Like most Americans, I'd never heard of Jo Cox before this morning. But eventually I probably would have. A recently elected Labor Party member of the British Parliament, Cox was just 41 and considered a rising star in UK politics -- thanks to her focus on the poor and the oppressed. Many say her passion on the plight of Syria's refugees played a role in forcing the government to adopt a somewhat more liberal policy in accepting migrants from the war-ravaged nation.

Here's what Cox said in her very first speech as a member of Parliament:

"Our communities have been deeply enhanced by immigration, be it of Irish Catholics across the constituency or of Muslims from Gujarat in India or from Pakistan, principally from Kashmir. While we celebrate our diversity, what surprises me time and time again as I travel around the constituency is that we are far more united and have far more in common with each other than things that divide us."

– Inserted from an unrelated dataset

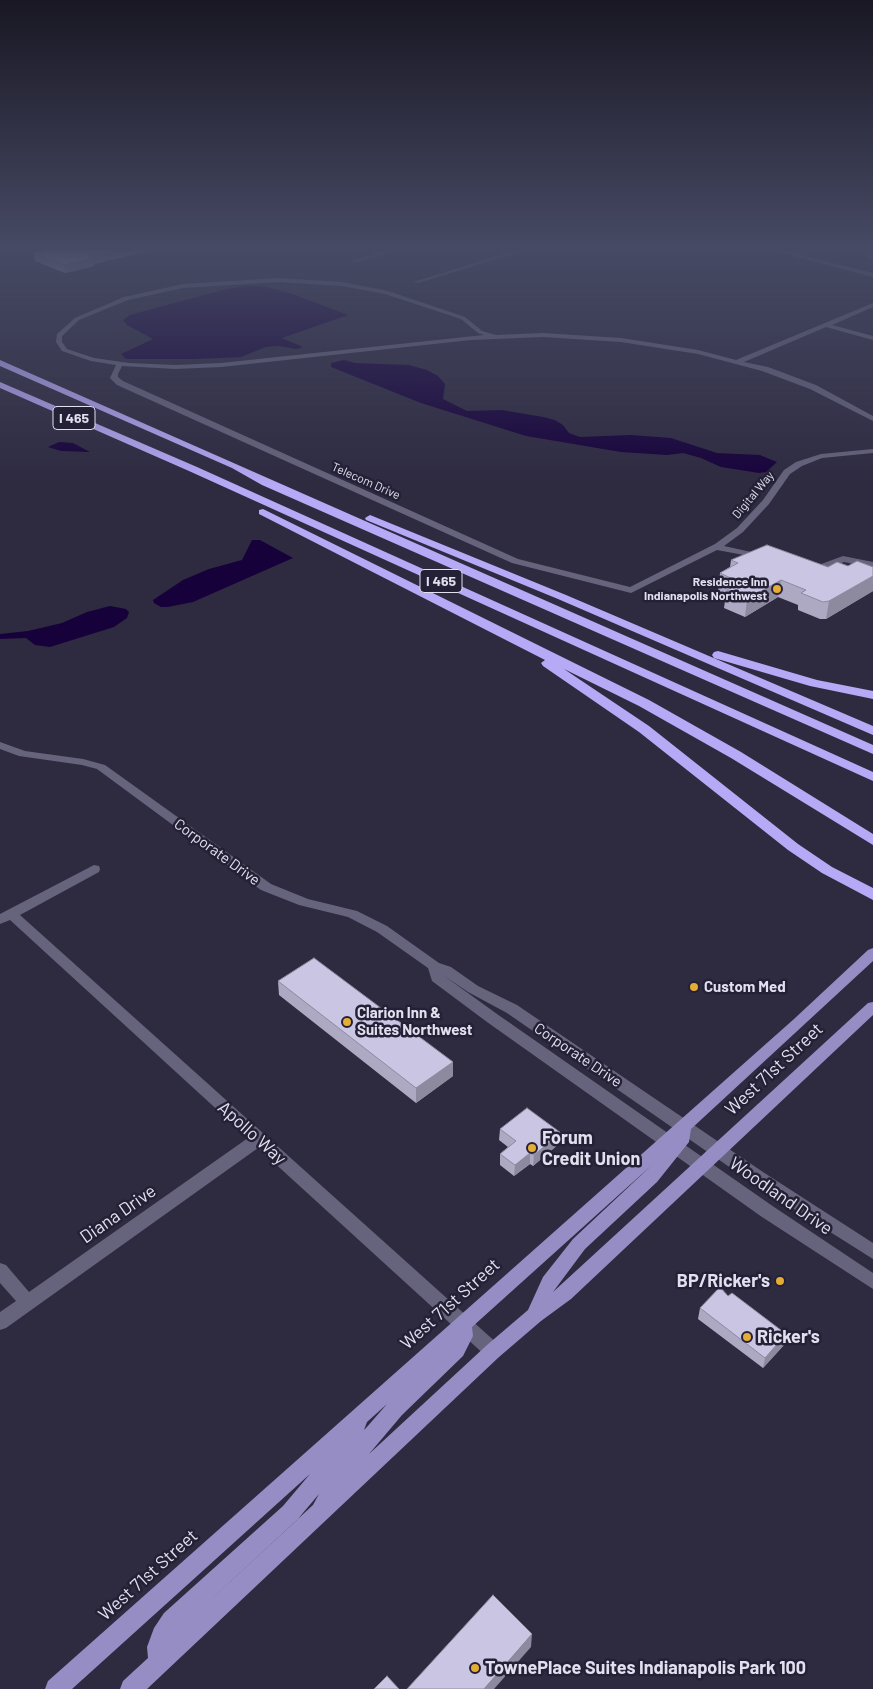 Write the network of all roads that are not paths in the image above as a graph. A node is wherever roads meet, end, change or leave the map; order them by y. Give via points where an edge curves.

Today, Cox was murdered by one of her constituents, stabbed and shot by a 52-year-old man during or after a meeting in a library in the West Yorkshire community of Birstall. Britain is on edge, politically, over a vote next week on leaving the European Union -- an idea that Cox ardently opposed. There are still conflicting reports over whether the so-called "Brexit" had anything to with the killing.

Regardless, the world has lost another fighter who wanted to build bridges and not erect walls. In a time where some in the UK are calling for "Britain First" and we have a U.S. presidential candidate running around screaming for "America First," Cox looked at the wider world and saw that, first and foremost, we are all human beings. That belief -- so simple, so fundamental -- may have cost her life.

Her husband Brendan Cox wrote tonight: "She would have wanted two things above all else to happen now, one that our precious children are bathed in love and two, that we all unite to fight against the hatred that killed her. Hate doesn't have a creed, race or religion, it is poisonous."